Goal of the exercise:
Using the data below, copy each line that includes the word "middle".

Records:

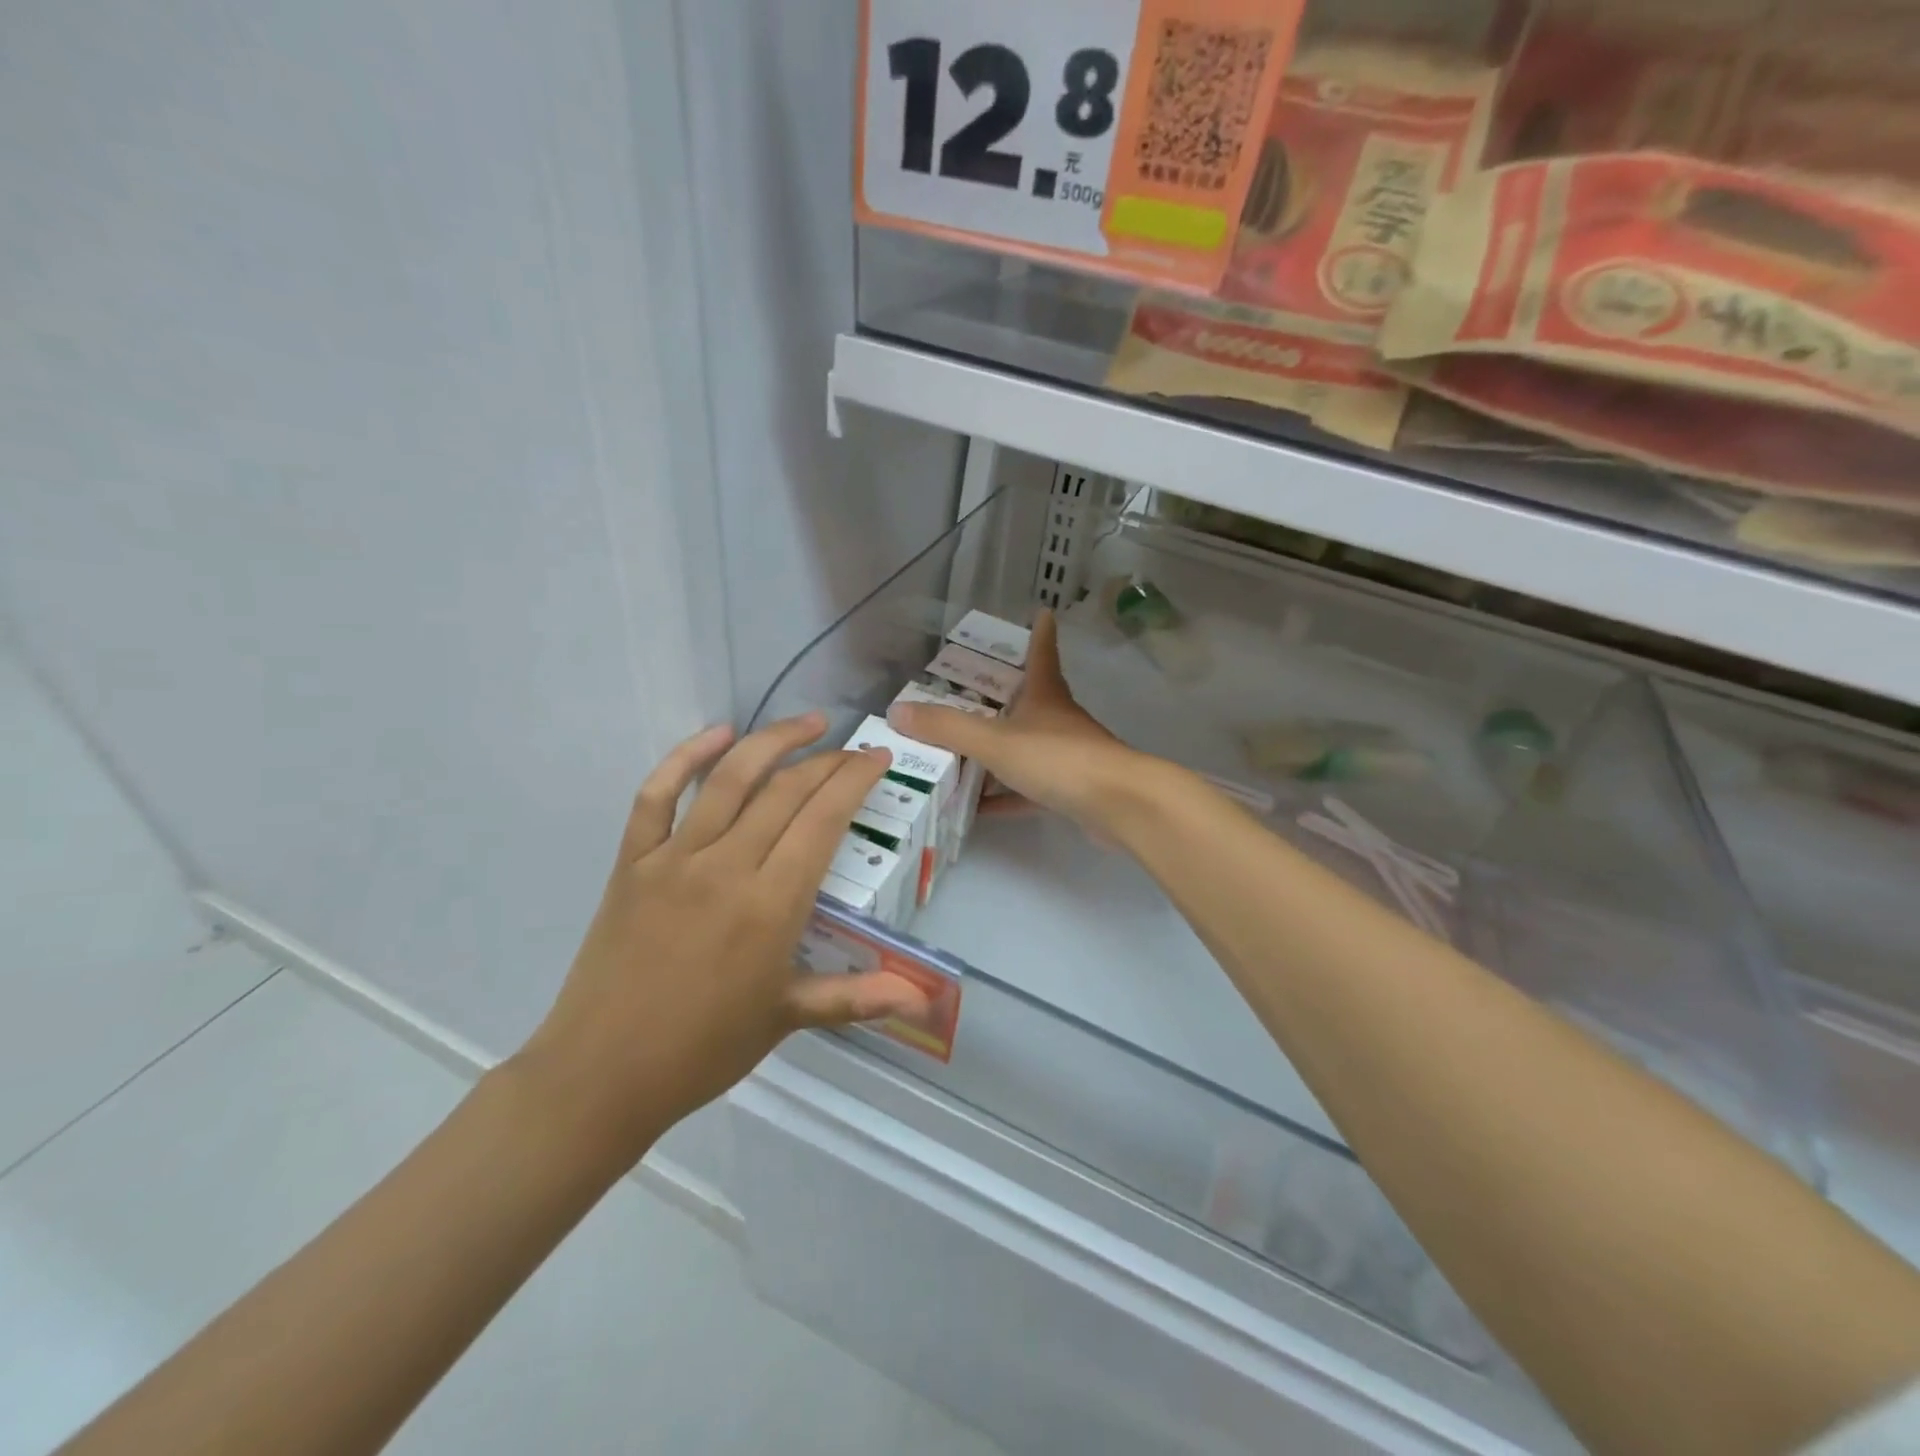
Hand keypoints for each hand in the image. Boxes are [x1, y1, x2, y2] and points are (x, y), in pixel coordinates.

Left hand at [514, 715, 931, 1166]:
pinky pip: (656, 795)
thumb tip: (922, 1002)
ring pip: (730, 778)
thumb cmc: (704, 1049)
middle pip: (786, 791)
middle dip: (828, 761)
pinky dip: (686, 757)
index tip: (878, 757)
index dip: (855, 780)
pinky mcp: (633, 861)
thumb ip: (858, 997)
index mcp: (771, 904)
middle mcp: (727, 867)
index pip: (823, 819)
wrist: (602, 1074)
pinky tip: (717, 733)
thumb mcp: (788, 1018)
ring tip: (808, 723)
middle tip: (854, 750)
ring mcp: (674, 858)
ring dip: (772, 741)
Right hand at [887, 610, 1149, 833]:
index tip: (1041, 612)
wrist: (1119, 805)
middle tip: (965, 691)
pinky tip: (977, 808)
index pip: (1041, 652)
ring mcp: (1066, 756)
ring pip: (1024, 747)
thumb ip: (947, 729)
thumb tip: (897, 712)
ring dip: (995, 752)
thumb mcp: (995, 741)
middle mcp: (1056, 720)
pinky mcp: (1069, 790)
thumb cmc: (1058, 759)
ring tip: (956, 754)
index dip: (1039, 632)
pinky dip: (1003, 796)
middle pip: (1028, 700)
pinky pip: (1027, 790)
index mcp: (1044, 695)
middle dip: (1001, 694)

Result of this exercise:
middle pip: (786, 791)
middle dip: (828, 761)
middle mcp: (727, 867)
middle tip: (854, 750)
middle tip: (965, 691)
middle mcp: (1056, 720)
middle pip: (1028, 700)
middle dip: (1001, 694)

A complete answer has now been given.